Collected data entries:
<<<<
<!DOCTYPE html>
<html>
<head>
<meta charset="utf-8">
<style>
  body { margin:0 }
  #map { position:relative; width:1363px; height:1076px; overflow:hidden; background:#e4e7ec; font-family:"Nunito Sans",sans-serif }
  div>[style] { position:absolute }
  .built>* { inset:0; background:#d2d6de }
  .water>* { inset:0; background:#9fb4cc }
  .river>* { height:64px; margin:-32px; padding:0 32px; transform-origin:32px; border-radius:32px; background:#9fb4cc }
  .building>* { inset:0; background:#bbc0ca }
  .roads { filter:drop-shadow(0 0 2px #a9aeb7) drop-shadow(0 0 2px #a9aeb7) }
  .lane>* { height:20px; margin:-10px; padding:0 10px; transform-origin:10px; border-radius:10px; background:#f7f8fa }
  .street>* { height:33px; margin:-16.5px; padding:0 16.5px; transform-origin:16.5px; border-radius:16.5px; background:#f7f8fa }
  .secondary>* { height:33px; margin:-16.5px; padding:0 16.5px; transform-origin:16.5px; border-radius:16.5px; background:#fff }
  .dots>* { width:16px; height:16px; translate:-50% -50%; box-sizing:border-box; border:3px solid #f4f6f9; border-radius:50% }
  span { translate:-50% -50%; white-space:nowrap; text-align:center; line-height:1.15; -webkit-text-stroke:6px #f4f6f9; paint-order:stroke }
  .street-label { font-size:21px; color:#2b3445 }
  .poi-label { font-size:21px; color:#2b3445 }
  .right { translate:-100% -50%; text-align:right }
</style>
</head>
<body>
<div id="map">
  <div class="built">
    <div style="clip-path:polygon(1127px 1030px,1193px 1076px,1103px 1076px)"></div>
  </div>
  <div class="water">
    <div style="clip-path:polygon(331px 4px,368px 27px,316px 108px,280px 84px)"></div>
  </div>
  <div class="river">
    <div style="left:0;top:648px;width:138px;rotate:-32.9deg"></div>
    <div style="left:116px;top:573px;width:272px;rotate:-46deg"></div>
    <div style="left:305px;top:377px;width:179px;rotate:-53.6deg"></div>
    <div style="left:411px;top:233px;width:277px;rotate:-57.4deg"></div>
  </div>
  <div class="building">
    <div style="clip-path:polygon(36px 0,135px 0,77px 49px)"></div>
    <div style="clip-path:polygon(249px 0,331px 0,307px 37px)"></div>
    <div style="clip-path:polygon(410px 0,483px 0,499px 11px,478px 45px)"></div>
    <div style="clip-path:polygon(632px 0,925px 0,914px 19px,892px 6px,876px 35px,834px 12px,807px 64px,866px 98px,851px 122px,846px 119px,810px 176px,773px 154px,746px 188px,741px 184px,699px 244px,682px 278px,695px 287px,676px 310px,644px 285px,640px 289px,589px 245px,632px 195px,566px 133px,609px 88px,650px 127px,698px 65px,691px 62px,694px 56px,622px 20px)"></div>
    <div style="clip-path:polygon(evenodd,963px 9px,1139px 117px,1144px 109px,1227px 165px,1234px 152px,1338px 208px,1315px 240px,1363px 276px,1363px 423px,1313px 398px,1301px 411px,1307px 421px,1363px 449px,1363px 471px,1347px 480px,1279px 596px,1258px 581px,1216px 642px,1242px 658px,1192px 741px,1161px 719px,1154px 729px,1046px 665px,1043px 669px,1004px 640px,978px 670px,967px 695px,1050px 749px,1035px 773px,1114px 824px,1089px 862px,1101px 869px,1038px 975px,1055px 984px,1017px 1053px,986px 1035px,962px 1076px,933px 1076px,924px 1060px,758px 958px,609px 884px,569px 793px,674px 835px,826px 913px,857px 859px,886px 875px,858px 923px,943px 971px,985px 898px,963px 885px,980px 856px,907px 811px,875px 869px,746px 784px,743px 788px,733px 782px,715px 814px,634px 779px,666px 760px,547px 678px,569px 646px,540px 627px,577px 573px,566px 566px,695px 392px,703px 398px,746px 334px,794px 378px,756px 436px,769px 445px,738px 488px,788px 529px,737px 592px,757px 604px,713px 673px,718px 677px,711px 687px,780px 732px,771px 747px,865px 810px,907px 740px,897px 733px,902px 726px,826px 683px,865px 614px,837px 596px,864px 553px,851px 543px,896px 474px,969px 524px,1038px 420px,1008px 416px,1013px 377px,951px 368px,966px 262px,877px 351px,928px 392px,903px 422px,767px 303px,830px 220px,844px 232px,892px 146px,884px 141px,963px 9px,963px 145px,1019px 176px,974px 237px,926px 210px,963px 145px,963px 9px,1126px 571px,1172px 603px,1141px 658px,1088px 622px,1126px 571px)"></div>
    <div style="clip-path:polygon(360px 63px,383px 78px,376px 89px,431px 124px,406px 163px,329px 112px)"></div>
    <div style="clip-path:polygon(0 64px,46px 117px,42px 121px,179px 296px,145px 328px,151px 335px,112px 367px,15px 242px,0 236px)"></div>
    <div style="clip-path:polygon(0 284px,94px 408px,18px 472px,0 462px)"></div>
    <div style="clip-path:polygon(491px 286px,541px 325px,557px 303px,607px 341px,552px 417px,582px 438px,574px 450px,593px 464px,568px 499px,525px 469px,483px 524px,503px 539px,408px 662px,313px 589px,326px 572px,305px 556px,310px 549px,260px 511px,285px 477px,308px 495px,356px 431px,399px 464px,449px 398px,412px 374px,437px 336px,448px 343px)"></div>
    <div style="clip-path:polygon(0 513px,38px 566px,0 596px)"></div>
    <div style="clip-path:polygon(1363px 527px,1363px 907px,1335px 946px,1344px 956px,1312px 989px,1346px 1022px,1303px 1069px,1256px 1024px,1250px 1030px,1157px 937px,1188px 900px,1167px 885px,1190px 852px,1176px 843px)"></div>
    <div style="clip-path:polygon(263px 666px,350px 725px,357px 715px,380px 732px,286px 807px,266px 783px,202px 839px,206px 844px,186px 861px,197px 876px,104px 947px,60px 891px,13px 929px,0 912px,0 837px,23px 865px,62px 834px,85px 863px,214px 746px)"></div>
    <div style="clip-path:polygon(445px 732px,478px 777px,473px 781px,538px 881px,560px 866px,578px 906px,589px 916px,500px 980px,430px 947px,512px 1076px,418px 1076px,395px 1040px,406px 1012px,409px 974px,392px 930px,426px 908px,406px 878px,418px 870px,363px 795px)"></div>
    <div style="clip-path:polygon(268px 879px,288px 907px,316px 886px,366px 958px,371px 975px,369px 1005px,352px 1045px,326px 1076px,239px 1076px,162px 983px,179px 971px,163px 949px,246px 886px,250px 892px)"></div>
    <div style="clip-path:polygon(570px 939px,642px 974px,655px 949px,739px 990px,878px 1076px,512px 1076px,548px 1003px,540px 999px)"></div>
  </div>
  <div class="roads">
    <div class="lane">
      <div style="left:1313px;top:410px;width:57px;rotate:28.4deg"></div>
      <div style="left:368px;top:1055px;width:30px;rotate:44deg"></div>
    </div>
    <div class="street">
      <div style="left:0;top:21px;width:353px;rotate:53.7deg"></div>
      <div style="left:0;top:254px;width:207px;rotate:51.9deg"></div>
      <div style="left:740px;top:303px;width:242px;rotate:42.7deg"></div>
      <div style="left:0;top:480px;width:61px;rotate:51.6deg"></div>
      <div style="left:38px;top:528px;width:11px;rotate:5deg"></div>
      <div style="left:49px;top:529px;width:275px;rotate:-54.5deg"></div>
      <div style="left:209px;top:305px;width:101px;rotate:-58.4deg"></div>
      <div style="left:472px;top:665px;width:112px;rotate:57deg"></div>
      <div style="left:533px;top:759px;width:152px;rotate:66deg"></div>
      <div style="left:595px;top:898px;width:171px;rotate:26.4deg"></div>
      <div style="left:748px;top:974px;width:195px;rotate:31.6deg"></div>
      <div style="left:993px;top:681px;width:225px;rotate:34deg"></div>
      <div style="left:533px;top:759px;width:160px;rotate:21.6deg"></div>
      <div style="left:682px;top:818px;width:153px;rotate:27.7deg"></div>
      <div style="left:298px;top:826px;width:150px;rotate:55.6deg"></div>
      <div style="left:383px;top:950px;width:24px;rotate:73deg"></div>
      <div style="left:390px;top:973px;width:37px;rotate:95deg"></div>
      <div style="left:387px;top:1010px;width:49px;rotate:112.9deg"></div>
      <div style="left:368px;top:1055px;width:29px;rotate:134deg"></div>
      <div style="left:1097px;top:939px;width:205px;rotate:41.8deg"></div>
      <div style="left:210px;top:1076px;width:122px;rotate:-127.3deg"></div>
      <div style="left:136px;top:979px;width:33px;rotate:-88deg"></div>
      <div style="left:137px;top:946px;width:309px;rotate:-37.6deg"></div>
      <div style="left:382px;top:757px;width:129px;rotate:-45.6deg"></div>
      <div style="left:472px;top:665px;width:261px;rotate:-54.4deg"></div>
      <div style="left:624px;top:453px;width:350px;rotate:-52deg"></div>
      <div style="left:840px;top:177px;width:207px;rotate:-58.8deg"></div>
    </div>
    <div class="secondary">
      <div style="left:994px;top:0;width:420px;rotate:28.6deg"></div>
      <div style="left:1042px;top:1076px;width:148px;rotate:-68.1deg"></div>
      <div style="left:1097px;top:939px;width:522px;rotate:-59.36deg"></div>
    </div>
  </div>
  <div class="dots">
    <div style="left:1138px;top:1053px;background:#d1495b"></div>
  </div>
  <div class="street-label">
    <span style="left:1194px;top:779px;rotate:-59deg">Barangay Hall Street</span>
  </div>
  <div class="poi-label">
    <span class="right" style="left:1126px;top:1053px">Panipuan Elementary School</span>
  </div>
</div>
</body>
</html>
>>>>
▸ Task directions
Nothing beyond the lines from the start of the entries through the line with "width:16px; height:16px; translate:-50%" should appear. Repeat those lines exactly, both ends included.

▸ Answer to this exercise
<!DOCTYPE html>
<html>
<head>
<meta charset="utf-8">
<style>
  body { margin:0 }
  #map { position:relative; width:1363px; height:1076px; overflow:hidden; background:#e4e7ec; font-family:"Nunito Sans",sans-serif }
  div>[style] { position:absolute }
  .built>* { inset:0; background:#d2d6de }
  .water>* { inset:0; background:#9fb4cc }
  .river>* { height:64px; margin:-32px; padding:0 32px; transform-origin:32px; border-radius:32px; background:#9fb4cc }
  .building>* { inset:0; background:#bbc0ca }
  .roads { filter:drop-shadow(0 0 2px #a9aeb7) drop-shadow(0 0 2px #a9aeb7) }
  .lane>* { height:20px; margin:-10px; padding:0 10px; transform-origin:10px; border-radius:10px; background:#f7f8fa }
  .street>* { height:33px; margin:-16.5px; padding:0 16.5px; transform-origin:16.5px; border-radius:16.5px; background:#f7f8fa }
  .secondary>* { height:33px; margin:-16.5px; padding:0 16.5px; transform-origin:16.5px; border-radius:16.5px; background:#fff }
  .dots>* { width:16px; height:16px; translate:-50% -50%; box-sizing:border-box; border:3px solid #f4f6f9; border-radius:50% }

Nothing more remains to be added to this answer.